# Information supplied
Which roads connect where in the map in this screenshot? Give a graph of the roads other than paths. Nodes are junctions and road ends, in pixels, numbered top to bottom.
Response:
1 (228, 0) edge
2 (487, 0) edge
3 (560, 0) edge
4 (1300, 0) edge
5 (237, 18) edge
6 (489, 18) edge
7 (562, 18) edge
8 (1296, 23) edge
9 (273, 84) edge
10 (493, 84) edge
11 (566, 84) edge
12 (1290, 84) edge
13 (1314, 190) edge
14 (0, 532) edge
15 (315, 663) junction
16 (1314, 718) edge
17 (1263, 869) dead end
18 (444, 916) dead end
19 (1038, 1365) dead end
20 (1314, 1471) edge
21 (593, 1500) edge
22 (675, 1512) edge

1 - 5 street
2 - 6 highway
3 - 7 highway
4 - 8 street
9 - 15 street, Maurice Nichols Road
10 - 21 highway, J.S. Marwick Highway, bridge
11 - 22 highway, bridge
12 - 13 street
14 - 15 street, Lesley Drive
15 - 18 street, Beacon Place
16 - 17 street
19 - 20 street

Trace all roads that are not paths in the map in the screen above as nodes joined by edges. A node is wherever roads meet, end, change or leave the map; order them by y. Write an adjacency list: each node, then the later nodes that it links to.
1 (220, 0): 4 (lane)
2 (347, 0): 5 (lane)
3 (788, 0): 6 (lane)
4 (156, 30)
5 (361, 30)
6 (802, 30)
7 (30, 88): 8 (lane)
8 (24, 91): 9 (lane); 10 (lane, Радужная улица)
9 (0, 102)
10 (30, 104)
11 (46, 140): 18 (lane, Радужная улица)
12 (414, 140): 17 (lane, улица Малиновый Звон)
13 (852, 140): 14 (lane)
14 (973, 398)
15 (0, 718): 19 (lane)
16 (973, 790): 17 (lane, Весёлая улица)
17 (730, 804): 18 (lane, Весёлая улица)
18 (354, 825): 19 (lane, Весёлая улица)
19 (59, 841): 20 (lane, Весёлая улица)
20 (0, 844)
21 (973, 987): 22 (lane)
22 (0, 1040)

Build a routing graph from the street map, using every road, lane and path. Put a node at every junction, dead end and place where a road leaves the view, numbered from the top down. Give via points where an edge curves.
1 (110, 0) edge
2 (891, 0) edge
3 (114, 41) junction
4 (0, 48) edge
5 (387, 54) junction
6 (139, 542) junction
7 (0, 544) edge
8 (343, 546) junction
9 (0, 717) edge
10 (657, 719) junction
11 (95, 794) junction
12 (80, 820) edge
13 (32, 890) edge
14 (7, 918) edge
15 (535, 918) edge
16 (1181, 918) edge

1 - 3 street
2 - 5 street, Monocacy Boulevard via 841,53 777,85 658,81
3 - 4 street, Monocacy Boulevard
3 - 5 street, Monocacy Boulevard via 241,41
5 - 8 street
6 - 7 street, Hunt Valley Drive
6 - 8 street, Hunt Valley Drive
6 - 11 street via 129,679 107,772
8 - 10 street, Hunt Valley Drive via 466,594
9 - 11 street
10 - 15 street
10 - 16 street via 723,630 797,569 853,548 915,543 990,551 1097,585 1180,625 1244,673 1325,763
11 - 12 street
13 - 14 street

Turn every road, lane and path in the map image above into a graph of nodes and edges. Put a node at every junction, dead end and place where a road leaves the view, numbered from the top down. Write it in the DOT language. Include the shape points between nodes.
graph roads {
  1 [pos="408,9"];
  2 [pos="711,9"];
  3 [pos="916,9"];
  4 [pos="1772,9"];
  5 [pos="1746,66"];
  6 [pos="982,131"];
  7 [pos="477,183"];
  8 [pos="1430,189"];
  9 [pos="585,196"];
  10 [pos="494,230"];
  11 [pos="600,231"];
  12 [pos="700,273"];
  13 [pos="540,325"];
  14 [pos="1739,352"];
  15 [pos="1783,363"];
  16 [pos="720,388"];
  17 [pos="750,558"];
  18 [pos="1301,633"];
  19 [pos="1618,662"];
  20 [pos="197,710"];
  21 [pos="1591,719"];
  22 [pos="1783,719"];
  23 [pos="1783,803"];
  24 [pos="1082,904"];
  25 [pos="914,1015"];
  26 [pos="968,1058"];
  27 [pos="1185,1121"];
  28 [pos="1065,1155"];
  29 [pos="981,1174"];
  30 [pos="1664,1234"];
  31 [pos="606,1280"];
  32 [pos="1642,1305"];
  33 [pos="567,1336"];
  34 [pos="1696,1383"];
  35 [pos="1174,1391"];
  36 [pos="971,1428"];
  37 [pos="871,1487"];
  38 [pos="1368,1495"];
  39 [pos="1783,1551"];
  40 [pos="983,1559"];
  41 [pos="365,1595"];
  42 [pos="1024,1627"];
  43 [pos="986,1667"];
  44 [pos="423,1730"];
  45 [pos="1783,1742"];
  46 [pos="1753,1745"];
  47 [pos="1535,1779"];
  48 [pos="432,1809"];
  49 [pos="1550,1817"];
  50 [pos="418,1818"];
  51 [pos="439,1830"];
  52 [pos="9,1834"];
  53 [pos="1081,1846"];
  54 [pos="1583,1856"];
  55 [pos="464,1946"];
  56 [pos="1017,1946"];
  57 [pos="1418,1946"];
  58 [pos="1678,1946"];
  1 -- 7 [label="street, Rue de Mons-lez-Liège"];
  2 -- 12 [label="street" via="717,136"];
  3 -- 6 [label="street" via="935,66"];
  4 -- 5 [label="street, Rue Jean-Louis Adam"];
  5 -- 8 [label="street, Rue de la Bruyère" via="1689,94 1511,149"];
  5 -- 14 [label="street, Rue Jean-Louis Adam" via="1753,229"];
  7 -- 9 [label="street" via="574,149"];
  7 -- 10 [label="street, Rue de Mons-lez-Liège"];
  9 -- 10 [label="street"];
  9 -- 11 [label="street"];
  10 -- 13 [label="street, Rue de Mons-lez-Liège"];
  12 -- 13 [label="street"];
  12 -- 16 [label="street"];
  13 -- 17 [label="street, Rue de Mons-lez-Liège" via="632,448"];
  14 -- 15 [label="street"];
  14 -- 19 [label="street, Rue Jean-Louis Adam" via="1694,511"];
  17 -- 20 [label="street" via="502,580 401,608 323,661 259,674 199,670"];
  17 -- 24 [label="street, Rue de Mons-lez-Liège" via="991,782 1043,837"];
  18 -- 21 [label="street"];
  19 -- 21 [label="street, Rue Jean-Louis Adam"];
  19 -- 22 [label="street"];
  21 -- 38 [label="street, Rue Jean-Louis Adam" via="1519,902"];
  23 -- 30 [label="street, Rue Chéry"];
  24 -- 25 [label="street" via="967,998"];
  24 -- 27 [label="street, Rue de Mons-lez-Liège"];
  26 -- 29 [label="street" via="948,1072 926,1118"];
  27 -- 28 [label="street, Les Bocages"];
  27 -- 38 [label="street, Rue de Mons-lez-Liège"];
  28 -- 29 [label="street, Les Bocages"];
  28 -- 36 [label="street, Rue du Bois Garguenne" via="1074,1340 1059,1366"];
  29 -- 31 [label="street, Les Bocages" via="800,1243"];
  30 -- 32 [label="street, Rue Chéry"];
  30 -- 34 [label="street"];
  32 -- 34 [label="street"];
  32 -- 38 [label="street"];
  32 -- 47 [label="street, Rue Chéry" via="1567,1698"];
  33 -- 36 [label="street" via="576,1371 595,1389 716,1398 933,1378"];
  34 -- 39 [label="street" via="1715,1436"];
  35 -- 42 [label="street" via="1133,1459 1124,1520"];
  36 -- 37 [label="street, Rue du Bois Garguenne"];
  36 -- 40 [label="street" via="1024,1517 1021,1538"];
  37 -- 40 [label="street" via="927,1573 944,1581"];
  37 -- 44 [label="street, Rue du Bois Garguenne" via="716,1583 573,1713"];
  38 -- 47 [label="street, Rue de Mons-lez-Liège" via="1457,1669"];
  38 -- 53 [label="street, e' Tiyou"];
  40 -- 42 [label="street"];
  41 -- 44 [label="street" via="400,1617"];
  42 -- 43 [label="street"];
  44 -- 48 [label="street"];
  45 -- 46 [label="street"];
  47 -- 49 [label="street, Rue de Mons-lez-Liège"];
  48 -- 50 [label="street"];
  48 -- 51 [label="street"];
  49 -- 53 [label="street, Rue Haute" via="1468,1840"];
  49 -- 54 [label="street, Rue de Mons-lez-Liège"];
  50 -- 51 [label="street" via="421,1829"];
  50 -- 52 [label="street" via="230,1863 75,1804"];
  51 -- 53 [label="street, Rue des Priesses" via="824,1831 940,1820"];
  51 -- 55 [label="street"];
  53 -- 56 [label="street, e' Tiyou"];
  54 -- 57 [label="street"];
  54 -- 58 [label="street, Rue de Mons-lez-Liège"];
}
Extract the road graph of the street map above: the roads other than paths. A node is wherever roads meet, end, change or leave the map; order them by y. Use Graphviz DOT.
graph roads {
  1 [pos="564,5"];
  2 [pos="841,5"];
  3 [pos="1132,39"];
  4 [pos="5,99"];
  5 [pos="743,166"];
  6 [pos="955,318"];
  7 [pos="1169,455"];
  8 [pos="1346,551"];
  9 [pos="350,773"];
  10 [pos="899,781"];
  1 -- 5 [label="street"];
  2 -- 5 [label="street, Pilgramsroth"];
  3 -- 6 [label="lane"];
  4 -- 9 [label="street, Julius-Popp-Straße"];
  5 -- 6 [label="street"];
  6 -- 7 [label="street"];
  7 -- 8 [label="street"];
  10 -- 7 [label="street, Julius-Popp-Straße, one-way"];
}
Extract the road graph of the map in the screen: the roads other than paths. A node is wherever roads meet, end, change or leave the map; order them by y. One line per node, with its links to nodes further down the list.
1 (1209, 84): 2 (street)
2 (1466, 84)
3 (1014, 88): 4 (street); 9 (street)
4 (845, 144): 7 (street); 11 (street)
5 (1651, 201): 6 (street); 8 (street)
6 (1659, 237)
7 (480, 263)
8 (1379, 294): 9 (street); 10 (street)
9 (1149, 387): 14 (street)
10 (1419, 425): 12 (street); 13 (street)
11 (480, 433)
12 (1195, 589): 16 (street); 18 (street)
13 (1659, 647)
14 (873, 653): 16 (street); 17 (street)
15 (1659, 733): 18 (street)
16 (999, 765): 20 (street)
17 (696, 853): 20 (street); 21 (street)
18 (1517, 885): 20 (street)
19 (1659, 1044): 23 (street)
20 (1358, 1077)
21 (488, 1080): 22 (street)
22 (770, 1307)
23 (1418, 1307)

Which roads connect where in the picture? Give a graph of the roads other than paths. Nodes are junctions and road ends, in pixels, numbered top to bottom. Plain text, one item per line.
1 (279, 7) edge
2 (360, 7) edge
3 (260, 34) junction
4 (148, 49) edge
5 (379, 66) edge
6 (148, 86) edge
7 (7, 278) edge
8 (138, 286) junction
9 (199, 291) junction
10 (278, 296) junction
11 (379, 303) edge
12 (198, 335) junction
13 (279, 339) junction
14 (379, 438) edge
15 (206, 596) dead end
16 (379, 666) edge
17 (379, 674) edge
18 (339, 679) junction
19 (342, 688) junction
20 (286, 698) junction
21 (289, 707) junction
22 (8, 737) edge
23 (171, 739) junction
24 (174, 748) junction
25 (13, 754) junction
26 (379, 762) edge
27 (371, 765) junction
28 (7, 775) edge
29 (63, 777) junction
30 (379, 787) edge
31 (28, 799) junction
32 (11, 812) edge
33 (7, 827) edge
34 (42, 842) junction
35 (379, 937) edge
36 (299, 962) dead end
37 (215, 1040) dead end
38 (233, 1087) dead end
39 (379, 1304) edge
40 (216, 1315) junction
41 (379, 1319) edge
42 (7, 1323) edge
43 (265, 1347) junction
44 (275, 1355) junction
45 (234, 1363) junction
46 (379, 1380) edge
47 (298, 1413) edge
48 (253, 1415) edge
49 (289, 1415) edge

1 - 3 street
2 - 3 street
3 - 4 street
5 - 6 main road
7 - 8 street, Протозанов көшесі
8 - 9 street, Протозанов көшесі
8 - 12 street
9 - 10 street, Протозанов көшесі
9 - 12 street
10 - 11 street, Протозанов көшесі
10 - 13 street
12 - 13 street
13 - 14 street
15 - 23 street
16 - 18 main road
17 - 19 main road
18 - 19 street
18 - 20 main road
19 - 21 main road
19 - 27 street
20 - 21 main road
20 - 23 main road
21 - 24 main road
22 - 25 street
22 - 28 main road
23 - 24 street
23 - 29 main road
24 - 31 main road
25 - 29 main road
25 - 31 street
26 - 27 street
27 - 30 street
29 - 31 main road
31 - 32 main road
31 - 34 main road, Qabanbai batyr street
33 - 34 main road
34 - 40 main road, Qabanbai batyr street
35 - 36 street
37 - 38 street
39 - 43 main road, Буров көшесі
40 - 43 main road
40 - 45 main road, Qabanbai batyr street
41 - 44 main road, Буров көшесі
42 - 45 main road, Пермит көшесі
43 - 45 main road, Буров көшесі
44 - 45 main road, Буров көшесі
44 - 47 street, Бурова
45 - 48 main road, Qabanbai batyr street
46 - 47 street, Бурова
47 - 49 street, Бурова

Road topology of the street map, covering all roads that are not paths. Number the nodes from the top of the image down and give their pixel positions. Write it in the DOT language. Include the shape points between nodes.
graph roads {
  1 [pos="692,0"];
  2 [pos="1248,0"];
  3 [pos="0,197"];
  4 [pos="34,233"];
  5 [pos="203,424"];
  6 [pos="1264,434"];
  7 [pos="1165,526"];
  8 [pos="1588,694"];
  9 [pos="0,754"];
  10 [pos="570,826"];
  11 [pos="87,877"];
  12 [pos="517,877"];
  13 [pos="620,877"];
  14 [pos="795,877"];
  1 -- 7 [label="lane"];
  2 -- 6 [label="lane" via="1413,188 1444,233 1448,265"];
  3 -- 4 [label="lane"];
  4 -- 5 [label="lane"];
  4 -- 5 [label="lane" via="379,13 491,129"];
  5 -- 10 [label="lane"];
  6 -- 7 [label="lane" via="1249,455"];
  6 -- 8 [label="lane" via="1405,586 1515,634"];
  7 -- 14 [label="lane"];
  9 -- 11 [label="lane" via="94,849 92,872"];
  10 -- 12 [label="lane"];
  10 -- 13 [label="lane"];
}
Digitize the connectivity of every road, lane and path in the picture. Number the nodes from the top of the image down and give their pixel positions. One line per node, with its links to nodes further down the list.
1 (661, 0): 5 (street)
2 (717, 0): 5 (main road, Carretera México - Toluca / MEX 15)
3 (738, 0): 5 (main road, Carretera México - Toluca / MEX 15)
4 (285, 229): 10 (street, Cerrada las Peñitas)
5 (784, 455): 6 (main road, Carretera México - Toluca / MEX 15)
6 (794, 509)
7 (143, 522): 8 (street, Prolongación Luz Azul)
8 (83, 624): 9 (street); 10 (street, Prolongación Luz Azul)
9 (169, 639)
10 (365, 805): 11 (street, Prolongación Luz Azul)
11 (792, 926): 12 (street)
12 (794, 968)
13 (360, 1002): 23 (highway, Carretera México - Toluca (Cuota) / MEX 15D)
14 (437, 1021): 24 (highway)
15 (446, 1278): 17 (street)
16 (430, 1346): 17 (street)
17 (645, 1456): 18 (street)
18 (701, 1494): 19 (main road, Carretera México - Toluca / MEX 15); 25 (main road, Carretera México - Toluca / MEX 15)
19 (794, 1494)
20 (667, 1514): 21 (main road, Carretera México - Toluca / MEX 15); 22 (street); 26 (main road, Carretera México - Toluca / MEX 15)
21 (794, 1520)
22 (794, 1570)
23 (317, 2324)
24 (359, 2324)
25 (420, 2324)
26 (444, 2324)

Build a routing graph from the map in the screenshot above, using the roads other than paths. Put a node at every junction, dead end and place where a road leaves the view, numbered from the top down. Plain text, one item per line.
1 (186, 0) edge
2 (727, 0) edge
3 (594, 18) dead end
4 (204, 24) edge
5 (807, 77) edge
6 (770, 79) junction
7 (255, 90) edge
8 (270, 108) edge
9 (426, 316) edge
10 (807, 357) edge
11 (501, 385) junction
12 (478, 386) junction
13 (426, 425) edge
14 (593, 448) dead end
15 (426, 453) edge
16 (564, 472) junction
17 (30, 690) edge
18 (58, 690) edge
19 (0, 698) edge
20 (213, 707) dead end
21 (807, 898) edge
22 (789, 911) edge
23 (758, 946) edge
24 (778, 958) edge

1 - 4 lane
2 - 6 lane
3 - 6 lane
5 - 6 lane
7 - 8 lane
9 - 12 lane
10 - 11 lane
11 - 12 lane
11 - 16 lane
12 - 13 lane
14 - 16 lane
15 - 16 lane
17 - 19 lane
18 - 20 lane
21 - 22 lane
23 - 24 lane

# Problem details
Print nothing except the lines from the line containing "Build a routing graph from the map" to the end of the listing, exactly as written.

# Exercise solution
Build a routing graph from the map in the screenshot above, using the roads other than paths. Put a node at every junction, dead end and place where a road leaves the view, numbered from the top down. Plain text, one item per line.
1 (186, 0) edge
2 (727, 0) edge
3 (594, 18) dead end
4 (204, 24) edge
5 (807, 77) edge
6 (770, 79) junction
7 (255, 90) edge
8 (270, 108) edge
9 (426, 316) edge
10 (807, 357) edge
11 (501, 385) junction
12 (478, 386) junction
13 (426, 425) edge
14 (593, 448) dead end
15 (426, 453) edge
16 (564, 472) junction
17 (30, 690) edge
18 (58, 690) edge
19 (0, 698) edge
20 (213, 707) dead end
21 (807, 898) edge
22 (789, 911) edge
23 (758, 946) edge
24 (778, 958) edge

1 - 4 lane
2 - 6 lane
3 - 6 lane
5 - 6 lane
7 - 8 lane
9 - 12 lane
10 - 11 lane
11 - 12 lane
11 - 16 lane
12 - 13 lane
14 - 16 lane
15 - 16 lane
17 - 19 lane
18 - 20 lane
21 - 22 lane
23 - 24 lane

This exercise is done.